##### INPUT FOR THIS TASK
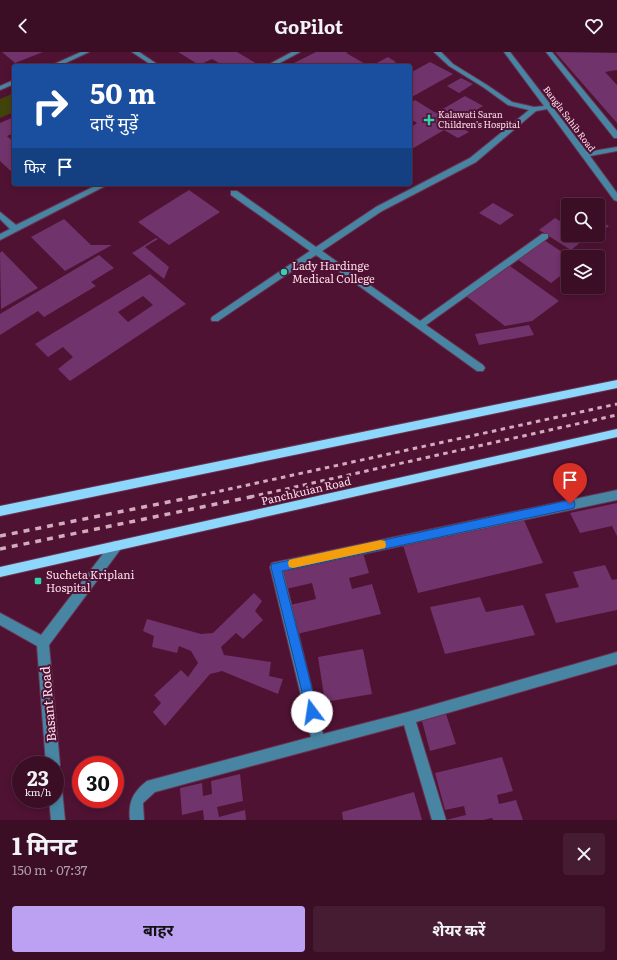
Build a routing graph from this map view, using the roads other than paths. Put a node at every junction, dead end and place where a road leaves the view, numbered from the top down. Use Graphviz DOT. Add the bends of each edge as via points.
graph roads {
  1 [pos="86,52"];
  2 [pos="136,52"];
  3 [pos="152,52"];
  4 [pos="297,52"];
  5 [pos="437,52"];
  6 [pos="507,52"];
  7 [pos="549,52"];
  8 [pos="143,56"];
  9 [pos="57,64"];
  10 [pos="154,64"];
  11 [pos="273,64"];
  12 [pos="12,83"];
  13 [pos="0,88"];
  14 [pos="548,107"];
  15 [pos="534,109"];
  16 [pos="617,136"];
  17 [pos="617,150"];
  18 [pos="584,155"];
  19 [pos="101,186"];
  20 [pos="234,193"];
  21 [pos="617,198"];
  22 [pos="0,215"];
  23 [pos="15,229"];
  24 [pos="545,236"];
  25 [pos="0,237"];
  26 [pos="316,250"];
  27 [pos="215,319"];
  28 [pos="420,325"];
  29 [pos="480,368"];
  30 [pos="617,384"];
  31 [pos="617,433"];
  32 [pos="617,495"];
  33 [pos="0,511"];
  34 [pos="116,546"];
  35 [pos="0,572"];
  36 [pos="0,619"];
  37 [pos="43,643"];
  38 [pos="617,658"];
  39 [pos="408,718"];
  40 [pos="319,742"];
  41 [pos="52,756"];
  42 [pos="57,808"];
  43 [pos="58,820"];
  44 [pos="136,820"];
  45 [pos="439,820"];
  1 -- 9 [label="street"];
  2 -- 8 [label="street"];
  3 -- 8 [label="street"];
  4 -- 11 [label="street"];
  5 -- 15 [label="street" via="451,65 510,104"];
  6 -- 14 [label="street, Bangla Sahib Road"];
  7 -- 16 [label="street"];
  8 -- 10 [label="street"];
  12 -- 13 [label="street"];
  14 -- 15 [label="street"];
  14 -- 18 [label="street, Bangla Sahib Road"];
  15 -- 26 [label="street" via="473,160 379,209"];
  17 -- 18 [label="street"];
  18 -- 21 [label="street, Bangla Sahib Road"];
  19 -- 23 [label="street"];
  20 -- 26 [label="street"];
  22 -- 23 [label="street"];
  23 -- 25 [label="street"];
  24 -- 28 [label="street"];
  26 -- 27 [label="street"];
  26 -- 28 [label="street"];
  28 -- 29 [label="street"];
  30 -- 33 [label="main road"];
  31 -- 34 [label="main road, Panchkuian Road"];
  32 -- 40 [label="street" via="276,567"];
  34 -- 35 [label="main road, Panchkuian Road"];
  34 -- 37 [label="street"];
  36 -- 37 [label="street"];
  37 -- 41 [label="street, Basant Road"];
  38 -- 39 [label="street"];
  39 -- 40 [label="street"];
  39 -- 45 [label="street"];
  40 -- 44 [label="street" via="152,786 141,794 135,807"];
  42 -- 43 [label="street"];
}
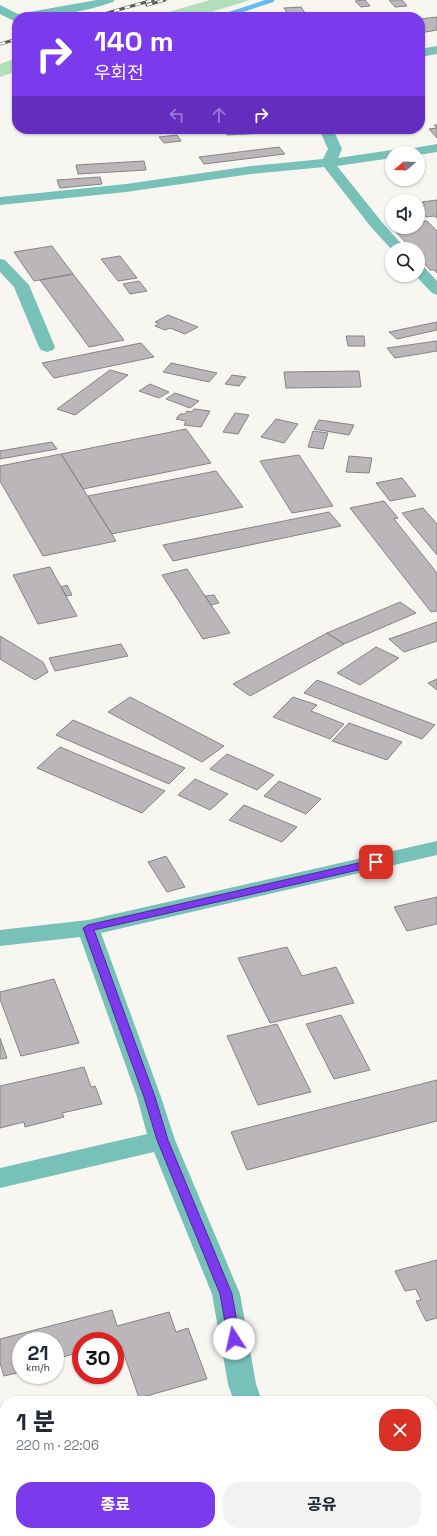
##########
▶ TASK PROMPT
What you give back should be the full material above, retyped exactly, with every image removed.

▶ SOLVED PROBLEM
Build a routing graph from this map view, using the roads other than paths. Put a node at every junction, dead end and place where a road leaves the view, numbered from the top down. Use Graphviz DOT. Add the bends of each edge as via points.
graph roads {
  1 [pos="86,52"];
  2 [pos="136,52"];
  3 [pos="152,52"];
  4 [pos="297,52"];
  5 [pos="437,52"];
  6 [pos="507,52"];
  7 [pos="549,52"];
  8 [pos="143,56"];
  9 [pos="57,64"];
  10 [pos="154,64"];
  11 [pos="273,64"];
  12 [pos="12,83"];
  13 [pos="0,88"];
  14 [pos="548,107"];
  15 [pos="534,109"];
  16 [pos="617,136"];
  17 [pos="617,150"];
  18 [pos="584,155"];
  19 [pos="101,186"];
  20 [pos="234,193"];
  21 [pos="617,198"];
  22 [pos="0,215"];
  23 [pos="15,229"];
  24 [pos="545,236"];
  25 [pos="0,237"];
  26 [pos="316,250"];
  27 [pos="215,319"];
  28 [pos="420,325"];
  29 [pos="480,368"];
  30 [pos="617,384"];
  31 [pos="617,433"];
  32 [pos="617,495"];
  33 [pos="0,511"];
  34 [pos="116,546"];
  35 [pos="0,572"];
  36 [pos="0,619"];
  37 [pos="43,643"];
  38 [pos="617,658"];
  39 [pos="408,718"];
  40 [pos="319,742"];
  41 [pos="52,756"];
  42 [pos="57,808"];
  43 [pos="58,820"];
  44 [pos="136,820"];
  45 [pos="439,820"];
  1 -- 9 [label="street"];
  2 -- 8 [label="street"];
  3 -- 8 [label="street"];
  4 -- 11 [label="street"];
  5 -- 15 [label="street" via="451,65 510,104"];
  6 -- 14 [label="street, Bangla Sahib Road"];
  7 -- 16 [label="street"];
  8 -- 10 [label="street"];
  12 -- 13 [label="street"];
  14 -- 15 [label="street"];
  14 -- 18 [label="street, Bangla Sahib Road"];
  15 -- 26 [label="street" via="473,160 379,209"];
  17 -- 18 [label="street"];
  18 -- 21 [label="street, Bangla Sahib Road"];
  19 -- 23 [label="street"];
  20 -- 26 [label="street"];
  22 -- 23 [label="street"];
  23 -- 25 [label="street"];
  24 -- 28 [label="street"];
  26 -- 27 [label="street"];
  26 -- 28 [label="street"];
  28 -- 29 [label="street"];
  30 -- 33 [label="main road"];
  31 -- 34 [label="main road, Panchkuian Road"];
  32 -- 40 [label="street" via="276,567"];
  34 -- 35 [label="main road, Panchkuian Road"];
  34 -- 37 [label="street"];
  36 -- 37 [label="street"];
  37 -- 41 [label="street, Basant Road"];
  38 -- 39 [label="street"];
  39 -- 40 [label="street"];
  39 -- 45 [label="street"];
  40 -- 44 [label="street" via="152,786 141,794 135,807"];
  42 -- 43 [label="street"];
}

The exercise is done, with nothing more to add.